→ Instructions to follow
Filter the data for lines with the word "number" and copy those lines.

Saved data entries:
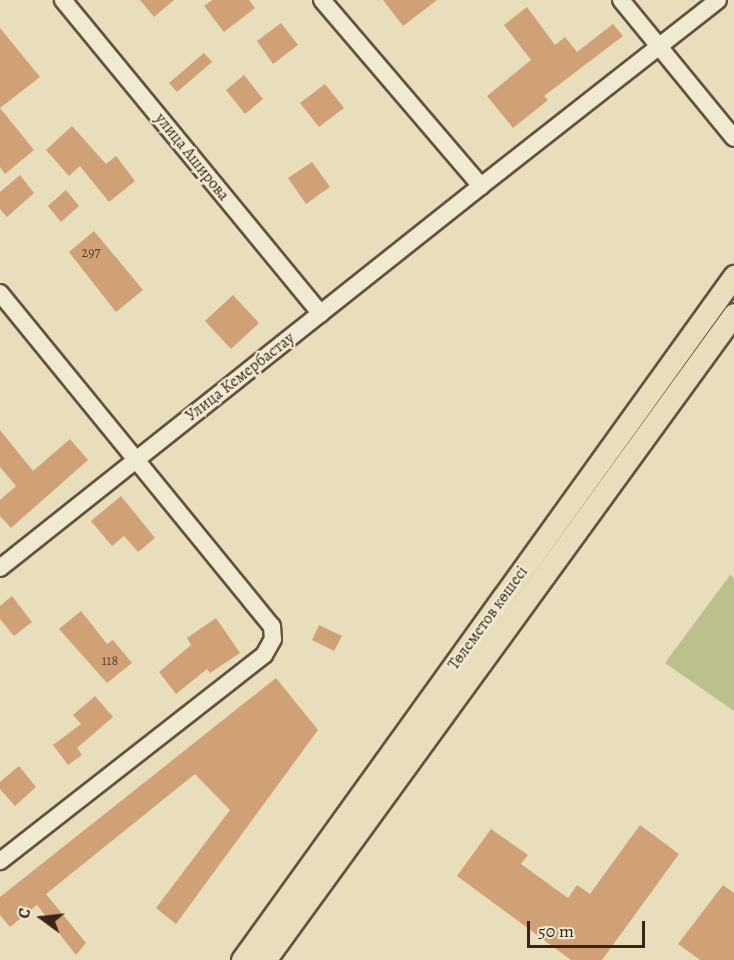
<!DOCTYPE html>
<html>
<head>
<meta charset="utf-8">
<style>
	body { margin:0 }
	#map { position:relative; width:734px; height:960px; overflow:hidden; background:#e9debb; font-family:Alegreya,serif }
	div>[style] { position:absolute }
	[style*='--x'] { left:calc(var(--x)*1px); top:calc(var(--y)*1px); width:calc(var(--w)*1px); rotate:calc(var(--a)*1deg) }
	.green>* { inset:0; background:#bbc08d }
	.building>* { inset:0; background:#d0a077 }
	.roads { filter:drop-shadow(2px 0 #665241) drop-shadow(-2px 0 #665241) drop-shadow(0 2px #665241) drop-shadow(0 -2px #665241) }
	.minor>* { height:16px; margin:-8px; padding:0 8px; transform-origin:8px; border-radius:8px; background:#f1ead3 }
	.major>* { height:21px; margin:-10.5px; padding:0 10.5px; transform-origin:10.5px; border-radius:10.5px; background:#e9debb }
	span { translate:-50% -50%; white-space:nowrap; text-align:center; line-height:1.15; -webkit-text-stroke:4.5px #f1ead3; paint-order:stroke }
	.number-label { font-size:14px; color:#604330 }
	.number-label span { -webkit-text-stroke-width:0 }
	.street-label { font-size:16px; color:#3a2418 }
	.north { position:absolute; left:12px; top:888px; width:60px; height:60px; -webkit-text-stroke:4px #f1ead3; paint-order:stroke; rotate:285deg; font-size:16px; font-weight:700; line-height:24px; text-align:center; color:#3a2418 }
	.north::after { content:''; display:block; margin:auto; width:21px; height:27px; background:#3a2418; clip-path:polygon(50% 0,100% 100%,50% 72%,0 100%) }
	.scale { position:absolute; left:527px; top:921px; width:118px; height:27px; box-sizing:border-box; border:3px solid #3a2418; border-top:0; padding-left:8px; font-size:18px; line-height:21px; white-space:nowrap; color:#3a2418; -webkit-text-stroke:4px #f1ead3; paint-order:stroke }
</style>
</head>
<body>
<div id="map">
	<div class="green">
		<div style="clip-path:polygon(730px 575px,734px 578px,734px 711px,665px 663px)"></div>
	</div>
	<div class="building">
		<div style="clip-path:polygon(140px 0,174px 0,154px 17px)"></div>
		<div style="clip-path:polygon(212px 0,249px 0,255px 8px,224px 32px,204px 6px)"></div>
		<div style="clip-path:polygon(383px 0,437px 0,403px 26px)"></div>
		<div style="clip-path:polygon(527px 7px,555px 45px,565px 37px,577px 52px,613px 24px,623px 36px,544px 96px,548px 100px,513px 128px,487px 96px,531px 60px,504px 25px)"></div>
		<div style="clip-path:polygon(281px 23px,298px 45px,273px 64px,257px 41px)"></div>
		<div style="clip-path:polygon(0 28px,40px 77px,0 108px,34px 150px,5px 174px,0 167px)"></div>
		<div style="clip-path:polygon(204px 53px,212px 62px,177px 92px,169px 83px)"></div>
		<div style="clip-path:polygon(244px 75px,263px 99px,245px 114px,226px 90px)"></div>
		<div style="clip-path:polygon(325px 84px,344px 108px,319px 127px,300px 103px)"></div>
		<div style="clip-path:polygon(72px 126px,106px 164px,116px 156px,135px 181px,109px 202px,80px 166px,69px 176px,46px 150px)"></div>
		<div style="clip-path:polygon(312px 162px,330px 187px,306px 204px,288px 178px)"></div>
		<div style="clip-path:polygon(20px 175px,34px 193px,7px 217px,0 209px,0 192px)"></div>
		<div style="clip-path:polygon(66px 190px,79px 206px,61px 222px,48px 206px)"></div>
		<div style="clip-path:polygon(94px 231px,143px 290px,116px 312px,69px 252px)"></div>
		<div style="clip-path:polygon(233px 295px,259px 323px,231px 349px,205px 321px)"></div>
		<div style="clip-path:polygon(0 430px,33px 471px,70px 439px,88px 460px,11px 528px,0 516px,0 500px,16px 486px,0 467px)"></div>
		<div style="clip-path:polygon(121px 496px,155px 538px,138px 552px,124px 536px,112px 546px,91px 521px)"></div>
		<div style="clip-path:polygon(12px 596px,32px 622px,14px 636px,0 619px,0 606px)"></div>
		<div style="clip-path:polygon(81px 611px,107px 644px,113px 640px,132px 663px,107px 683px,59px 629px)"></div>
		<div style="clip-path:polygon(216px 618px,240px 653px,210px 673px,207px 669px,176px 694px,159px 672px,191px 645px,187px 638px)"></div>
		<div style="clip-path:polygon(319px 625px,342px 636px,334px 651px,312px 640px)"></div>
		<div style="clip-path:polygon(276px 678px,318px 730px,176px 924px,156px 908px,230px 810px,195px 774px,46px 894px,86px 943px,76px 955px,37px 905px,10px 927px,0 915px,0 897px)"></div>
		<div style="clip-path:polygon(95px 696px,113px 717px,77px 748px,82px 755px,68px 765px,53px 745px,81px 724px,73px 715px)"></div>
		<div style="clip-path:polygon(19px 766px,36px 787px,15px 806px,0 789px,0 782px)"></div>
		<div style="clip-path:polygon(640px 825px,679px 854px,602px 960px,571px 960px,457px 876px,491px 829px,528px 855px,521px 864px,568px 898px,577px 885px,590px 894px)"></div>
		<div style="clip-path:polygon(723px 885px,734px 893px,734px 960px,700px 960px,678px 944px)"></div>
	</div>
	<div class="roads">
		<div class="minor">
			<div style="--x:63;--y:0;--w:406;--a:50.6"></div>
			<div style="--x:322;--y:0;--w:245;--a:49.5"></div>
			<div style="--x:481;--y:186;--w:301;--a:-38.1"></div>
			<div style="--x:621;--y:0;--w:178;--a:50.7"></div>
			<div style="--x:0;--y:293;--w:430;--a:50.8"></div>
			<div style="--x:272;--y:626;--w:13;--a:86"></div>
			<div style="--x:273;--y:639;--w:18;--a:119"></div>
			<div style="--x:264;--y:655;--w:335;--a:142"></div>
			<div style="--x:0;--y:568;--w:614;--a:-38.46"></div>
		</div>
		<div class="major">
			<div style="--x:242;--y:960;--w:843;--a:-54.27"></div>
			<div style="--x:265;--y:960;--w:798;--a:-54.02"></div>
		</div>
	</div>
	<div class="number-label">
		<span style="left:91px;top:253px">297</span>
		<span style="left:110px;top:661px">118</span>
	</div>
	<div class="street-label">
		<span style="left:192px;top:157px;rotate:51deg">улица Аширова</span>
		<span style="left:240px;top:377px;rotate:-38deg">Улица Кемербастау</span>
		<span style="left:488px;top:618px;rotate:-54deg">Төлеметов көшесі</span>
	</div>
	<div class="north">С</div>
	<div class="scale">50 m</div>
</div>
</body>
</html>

→ Task solution
	.number-label { font-size:14px; color:#604330 }
	.number-label span { -webkit-text-stroke-width:0 }
	<div class="number-label">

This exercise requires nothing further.